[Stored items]
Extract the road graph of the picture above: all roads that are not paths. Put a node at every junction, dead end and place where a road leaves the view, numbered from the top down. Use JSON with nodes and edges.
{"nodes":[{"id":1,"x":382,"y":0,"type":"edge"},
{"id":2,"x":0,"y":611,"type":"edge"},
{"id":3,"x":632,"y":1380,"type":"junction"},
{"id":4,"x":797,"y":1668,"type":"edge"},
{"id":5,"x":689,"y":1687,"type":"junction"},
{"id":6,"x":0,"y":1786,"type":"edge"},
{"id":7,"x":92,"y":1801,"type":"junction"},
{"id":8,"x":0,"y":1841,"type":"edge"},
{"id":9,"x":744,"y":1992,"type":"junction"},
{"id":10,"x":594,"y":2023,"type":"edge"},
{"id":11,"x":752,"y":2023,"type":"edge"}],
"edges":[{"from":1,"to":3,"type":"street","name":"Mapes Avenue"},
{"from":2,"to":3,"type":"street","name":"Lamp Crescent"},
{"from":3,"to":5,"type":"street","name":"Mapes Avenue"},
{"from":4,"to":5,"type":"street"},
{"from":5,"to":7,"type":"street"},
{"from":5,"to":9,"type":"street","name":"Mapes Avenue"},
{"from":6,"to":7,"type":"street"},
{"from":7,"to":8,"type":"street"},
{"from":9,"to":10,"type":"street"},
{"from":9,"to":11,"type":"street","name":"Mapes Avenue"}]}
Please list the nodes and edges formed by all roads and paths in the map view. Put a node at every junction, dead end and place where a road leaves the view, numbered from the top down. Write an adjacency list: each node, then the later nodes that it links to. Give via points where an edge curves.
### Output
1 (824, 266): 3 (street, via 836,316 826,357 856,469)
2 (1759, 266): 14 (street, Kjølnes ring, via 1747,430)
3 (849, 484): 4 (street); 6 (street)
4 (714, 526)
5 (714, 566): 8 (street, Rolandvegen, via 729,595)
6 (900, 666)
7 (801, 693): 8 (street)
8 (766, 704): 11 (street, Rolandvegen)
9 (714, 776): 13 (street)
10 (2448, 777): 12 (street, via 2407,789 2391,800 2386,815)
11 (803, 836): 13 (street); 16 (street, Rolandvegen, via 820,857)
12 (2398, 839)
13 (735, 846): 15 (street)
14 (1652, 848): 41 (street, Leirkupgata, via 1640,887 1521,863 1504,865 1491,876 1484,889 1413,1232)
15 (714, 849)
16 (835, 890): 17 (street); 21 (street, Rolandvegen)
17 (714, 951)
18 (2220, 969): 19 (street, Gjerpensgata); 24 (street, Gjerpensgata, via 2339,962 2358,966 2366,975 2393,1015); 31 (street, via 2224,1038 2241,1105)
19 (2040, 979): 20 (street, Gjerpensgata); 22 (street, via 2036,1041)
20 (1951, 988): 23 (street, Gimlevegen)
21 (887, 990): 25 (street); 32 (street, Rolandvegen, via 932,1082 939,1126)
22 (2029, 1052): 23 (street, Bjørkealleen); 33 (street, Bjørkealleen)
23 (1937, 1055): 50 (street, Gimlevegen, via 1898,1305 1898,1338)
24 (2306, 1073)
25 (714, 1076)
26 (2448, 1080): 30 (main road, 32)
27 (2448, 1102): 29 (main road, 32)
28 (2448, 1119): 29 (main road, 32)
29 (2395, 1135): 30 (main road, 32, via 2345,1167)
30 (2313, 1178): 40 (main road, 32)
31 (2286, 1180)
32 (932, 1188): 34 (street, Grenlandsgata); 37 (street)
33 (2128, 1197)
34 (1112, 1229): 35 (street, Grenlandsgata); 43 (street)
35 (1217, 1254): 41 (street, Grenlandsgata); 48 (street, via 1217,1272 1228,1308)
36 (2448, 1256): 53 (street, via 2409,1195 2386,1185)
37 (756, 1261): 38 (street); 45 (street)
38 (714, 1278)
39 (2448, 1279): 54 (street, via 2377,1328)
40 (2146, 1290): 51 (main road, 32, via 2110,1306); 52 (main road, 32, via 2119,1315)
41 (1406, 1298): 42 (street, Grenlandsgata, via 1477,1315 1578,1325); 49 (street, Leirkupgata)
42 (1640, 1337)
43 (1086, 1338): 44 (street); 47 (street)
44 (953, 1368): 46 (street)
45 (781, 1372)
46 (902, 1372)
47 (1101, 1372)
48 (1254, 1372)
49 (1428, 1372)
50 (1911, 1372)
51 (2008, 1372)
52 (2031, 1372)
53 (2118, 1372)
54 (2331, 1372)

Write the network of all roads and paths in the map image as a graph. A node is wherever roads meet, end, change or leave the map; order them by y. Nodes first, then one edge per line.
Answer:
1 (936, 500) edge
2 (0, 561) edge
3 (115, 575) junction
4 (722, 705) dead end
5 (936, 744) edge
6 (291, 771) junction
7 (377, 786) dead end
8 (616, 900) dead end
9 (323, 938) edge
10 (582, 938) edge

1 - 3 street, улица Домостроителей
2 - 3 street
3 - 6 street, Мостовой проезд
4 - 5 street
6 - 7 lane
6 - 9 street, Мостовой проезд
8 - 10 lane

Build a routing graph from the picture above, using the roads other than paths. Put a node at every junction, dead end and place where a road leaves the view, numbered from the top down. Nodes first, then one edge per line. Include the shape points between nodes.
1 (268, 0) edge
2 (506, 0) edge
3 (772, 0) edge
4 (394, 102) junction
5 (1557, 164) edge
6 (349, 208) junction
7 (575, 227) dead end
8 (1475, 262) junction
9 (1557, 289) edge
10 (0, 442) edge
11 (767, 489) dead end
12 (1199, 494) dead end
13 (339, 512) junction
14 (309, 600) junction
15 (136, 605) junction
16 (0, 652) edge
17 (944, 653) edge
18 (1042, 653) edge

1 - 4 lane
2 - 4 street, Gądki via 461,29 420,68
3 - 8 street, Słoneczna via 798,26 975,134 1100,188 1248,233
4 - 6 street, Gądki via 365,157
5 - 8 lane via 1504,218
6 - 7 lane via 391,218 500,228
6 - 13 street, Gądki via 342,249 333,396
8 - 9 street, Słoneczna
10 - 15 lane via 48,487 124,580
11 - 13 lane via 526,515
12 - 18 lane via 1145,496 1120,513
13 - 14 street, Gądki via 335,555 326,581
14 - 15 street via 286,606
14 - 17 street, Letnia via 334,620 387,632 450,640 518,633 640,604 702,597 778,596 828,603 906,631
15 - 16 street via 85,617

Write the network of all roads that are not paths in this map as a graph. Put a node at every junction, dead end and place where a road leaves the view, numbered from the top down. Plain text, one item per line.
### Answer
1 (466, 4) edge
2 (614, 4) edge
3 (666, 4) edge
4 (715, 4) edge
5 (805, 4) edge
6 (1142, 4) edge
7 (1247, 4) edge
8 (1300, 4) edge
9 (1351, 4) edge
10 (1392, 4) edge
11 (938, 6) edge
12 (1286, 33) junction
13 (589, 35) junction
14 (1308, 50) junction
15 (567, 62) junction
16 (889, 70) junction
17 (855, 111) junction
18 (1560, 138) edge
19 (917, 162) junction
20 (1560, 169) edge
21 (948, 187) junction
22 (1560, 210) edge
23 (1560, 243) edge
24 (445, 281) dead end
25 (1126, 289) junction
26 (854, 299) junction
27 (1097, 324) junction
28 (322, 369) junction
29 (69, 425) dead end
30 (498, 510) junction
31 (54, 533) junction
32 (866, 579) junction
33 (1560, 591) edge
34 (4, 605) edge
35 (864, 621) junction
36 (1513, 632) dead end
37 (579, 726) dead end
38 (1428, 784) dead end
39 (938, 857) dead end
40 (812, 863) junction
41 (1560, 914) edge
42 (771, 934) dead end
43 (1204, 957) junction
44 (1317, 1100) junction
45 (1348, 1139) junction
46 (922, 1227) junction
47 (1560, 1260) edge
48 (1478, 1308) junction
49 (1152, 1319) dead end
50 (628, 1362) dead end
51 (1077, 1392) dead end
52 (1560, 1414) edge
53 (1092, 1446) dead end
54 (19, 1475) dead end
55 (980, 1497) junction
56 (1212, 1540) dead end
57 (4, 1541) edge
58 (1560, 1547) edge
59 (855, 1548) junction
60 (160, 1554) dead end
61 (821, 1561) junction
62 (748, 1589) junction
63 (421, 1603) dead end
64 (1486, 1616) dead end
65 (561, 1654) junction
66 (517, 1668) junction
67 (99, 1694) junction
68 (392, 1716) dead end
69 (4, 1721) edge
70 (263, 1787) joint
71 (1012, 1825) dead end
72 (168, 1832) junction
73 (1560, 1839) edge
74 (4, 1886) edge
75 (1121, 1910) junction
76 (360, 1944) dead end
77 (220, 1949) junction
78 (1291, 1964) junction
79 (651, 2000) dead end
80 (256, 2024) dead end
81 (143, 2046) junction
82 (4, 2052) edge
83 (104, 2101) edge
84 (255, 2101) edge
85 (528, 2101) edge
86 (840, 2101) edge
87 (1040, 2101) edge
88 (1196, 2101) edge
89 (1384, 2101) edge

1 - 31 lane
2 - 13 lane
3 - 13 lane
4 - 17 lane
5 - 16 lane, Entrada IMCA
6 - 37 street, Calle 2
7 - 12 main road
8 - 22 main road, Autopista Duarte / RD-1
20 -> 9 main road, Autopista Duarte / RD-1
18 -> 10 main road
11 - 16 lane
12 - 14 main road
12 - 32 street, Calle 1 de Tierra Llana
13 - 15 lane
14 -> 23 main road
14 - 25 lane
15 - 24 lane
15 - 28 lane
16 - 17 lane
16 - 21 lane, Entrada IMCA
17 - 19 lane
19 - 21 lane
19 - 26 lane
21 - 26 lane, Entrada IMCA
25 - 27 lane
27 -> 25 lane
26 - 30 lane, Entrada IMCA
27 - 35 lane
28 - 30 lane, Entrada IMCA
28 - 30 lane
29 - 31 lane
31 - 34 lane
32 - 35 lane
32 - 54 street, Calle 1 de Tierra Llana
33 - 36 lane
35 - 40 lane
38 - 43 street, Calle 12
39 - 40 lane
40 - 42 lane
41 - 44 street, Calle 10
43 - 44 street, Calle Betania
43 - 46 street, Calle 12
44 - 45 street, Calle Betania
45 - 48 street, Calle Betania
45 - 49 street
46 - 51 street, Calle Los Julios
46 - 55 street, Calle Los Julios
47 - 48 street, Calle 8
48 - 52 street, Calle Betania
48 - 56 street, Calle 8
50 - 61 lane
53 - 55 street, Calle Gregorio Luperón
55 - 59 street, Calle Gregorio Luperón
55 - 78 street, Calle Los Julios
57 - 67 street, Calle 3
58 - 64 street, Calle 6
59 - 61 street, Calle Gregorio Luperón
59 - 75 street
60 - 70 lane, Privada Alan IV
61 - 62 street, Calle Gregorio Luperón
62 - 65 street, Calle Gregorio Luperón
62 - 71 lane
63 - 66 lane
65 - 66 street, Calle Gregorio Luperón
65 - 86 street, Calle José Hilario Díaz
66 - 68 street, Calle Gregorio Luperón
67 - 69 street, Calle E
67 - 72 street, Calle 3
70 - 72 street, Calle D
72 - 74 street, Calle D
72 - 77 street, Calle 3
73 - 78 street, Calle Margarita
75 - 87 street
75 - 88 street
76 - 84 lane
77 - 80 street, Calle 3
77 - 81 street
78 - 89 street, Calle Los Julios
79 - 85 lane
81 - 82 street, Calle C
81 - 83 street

▸ **WHAT THE TASK ASKS**
Please give back only the lines between the first line of the entries and the line with "Please list the", both ends included, word for word.

▸ **PROBLEM SOLUTION**
Extract the road graph of the picture above: all roads that are not paths. Put a node at every junction, dead end and place where a road leaves the view, numbered from the top down. Use JSON with nodes and edges.
{"nodes":[{"id":1,"x":382,"y":0,"type":"edge"},
{"id":2,"x":0,"y":611,"type":"edge"},
{"id":3,"x":632,"y":1380,"type":"junction"},
{"id":4,"x":797,"y":1668,"type":"edge"},
{"id":5,"x":689,"y":1687,"type":"junction"},
{"id":6,"x":0,"y":1786,"type":"edge"},
{"id":7,"x":92,"y":1801,"type":"junction"},
{"id":8,"x":0,"y":1841,"type":"edge"},
{"id":9,"x":744,"y":1992,"type":"junction"},
{"id":10,"x":594,"y":2023,"type":"edge"},
{"id":11,"x":752,"y":2023,"type":"edge"}],
"edges":[{"from":1,"to":3,"type":"street","name":"Mapes Avenue"},
{"from":2,"to":3,"type":"street","name":"Lamp Crescent"},
{"from":3,"to":5,"type":"street","name":"Mapes Avenue"},
{"from":4,"to":5,"type":"street"},
{"from":5,"to":7,"type":"street"},
{"from":5,"to":9,"type":"street","name":"Mapes Avenue"},
{"from":6,"to":7,"type":"street"},
{"from":7,"to":8,"type":"street"},
{"from":9,"to":10,"type":"street"},
{"from":9,"to":11,"type":"street","name":"Mapes Avenue"}]}
Please list the nodes and edges formed by all roads and paths in the map view. Put a node at every junction, dead end and place where a road leaves the view, numbered from the top down. Write an adjacency list: each node, then the later nodes that it links to. Give via points where an edge curves.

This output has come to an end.